- **WHAT YOU HAVE TO DO**
Show every line of the data that contains the string "Left".

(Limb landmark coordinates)
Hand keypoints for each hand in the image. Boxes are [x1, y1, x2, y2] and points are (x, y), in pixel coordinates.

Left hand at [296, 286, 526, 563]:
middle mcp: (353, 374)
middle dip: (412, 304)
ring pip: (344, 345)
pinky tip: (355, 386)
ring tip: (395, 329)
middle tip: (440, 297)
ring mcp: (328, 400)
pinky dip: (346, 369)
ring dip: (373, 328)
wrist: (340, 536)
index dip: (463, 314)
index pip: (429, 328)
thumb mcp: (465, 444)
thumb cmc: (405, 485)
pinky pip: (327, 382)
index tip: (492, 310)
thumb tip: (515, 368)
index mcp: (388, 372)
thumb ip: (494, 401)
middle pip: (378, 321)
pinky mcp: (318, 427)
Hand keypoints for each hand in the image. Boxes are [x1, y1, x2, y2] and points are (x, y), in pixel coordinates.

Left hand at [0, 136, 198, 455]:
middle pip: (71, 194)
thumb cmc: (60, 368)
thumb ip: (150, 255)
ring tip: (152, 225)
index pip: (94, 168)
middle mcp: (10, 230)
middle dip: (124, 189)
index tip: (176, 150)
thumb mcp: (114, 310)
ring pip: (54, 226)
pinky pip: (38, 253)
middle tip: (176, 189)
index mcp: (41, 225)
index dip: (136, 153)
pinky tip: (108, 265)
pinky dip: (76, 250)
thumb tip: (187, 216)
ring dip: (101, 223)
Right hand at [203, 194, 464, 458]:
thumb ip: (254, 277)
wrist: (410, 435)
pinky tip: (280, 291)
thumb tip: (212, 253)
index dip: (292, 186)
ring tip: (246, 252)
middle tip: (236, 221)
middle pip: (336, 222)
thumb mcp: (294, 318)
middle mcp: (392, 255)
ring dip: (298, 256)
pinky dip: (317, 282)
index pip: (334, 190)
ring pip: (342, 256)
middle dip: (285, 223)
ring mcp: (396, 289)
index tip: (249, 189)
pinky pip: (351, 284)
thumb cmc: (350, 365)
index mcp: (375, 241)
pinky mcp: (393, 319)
---
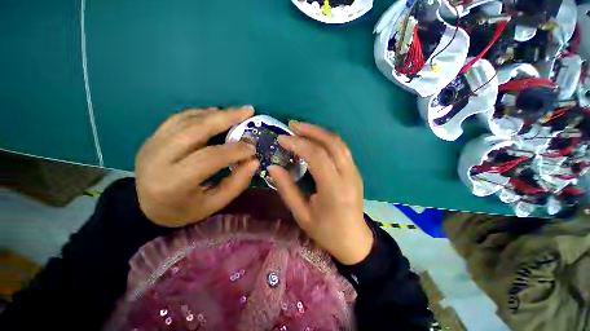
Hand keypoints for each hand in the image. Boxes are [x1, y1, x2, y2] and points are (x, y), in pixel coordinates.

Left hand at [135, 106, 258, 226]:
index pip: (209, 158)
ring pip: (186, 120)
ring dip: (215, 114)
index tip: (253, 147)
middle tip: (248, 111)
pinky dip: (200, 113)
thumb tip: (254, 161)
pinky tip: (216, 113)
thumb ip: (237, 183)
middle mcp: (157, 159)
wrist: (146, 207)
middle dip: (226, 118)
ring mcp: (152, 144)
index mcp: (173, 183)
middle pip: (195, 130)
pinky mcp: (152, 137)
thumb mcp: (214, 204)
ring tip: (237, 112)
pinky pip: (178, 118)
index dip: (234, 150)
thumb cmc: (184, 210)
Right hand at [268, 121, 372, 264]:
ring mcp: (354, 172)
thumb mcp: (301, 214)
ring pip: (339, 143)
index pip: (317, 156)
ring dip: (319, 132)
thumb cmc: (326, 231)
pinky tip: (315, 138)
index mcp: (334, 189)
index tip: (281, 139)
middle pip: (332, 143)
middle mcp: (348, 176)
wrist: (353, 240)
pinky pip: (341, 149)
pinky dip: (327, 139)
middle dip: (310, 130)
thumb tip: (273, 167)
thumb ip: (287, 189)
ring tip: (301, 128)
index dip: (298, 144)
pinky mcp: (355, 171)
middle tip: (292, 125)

- **ANSWER SECTION**
Left hand at [296, 286, 526, 563]:
Left hand at [0, 136, 198, 455]:
Left hand at [135, 106, 258, 226]:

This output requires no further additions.